> [ABOUT THIS EXERCISE]
State how many lines in the listing include the word "main", and give no other text.
##### ENTRIES SUPPLIED #####
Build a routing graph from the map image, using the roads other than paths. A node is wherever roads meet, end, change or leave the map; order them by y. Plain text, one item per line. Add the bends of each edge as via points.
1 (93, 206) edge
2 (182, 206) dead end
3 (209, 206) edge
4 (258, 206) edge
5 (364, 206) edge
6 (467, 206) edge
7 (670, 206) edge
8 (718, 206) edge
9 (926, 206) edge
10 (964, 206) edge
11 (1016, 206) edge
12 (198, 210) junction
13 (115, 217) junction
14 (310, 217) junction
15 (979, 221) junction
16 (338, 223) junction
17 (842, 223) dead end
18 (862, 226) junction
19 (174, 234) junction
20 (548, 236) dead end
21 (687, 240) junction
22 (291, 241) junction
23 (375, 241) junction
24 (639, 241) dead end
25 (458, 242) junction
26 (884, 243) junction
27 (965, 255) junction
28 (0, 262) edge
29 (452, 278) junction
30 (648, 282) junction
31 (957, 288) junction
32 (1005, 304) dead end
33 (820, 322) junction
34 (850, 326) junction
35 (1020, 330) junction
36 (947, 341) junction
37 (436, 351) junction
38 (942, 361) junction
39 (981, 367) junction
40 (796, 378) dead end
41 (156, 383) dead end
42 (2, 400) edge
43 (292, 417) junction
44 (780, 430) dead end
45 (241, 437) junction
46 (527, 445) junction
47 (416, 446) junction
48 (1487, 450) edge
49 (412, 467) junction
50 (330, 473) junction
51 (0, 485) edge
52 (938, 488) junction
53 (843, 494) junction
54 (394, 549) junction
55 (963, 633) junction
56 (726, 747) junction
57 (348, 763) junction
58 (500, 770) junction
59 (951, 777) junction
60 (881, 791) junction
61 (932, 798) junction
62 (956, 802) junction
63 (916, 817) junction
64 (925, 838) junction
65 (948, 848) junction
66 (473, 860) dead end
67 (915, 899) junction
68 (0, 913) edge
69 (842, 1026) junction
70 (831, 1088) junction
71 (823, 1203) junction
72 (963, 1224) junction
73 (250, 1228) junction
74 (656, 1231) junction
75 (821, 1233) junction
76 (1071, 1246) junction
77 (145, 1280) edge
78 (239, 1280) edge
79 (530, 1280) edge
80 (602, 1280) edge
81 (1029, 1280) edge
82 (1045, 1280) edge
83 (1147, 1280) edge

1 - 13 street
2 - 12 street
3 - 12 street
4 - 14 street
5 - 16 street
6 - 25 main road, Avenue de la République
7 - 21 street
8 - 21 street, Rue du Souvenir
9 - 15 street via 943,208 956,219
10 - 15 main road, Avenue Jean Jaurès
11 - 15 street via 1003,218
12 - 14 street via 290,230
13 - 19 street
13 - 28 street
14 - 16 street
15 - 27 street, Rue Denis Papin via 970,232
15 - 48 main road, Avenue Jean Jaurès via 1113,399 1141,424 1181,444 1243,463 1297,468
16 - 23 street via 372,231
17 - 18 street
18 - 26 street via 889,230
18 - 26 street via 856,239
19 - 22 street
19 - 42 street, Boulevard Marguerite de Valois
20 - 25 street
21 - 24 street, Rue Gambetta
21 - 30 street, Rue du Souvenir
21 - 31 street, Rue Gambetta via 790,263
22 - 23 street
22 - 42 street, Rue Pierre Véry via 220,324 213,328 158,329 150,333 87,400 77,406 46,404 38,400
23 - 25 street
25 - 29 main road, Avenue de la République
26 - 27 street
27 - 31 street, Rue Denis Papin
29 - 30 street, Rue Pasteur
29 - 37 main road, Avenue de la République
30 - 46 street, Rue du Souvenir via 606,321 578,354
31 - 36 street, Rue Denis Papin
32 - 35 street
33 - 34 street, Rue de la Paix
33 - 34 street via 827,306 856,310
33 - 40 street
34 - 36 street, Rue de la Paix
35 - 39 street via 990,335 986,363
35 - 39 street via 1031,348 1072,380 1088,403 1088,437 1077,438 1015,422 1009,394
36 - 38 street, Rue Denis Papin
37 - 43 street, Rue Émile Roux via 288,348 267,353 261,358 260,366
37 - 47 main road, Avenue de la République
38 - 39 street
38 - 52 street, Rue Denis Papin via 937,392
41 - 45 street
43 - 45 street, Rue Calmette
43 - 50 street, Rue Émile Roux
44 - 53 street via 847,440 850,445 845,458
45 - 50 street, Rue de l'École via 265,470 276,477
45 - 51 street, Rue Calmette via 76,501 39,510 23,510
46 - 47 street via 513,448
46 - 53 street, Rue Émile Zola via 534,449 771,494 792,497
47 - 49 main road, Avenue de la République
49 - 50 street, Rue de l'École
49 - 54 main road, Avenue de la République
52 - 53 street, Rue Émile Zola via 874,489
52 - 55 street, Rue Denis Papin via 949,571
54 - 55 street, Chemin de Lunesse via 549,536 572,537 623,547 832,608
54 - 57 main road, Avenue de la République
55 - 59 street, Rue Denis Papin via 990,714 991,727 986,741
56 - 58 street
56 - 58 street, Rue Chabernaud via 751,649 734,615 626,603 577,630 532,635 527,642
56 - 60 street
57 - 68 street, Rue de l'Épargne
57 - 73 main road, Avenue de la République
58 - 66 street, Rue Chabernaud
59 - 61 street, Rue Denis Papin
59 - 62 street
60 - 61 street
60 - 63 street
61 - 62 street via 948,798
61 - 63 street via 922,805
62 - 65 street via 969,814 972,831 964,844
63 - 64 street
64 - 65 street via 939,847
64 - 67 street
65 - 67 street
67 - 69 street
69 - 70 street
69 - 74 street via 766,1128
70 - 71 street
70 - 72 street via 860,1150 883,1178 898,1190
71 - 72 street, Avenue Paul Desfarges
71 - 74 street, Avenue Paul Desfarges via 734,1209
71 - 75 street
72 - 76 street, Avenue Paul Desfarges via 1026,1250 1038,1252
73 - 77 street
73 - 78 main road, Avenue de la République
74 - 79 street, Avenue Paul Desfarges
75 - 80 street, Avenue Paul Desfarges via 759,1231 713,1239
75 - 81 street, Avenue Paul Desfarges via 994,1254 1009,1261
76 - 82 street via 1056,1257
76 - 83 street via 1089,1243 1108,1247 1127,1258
#####
> [WRITTEN ANSWER]
11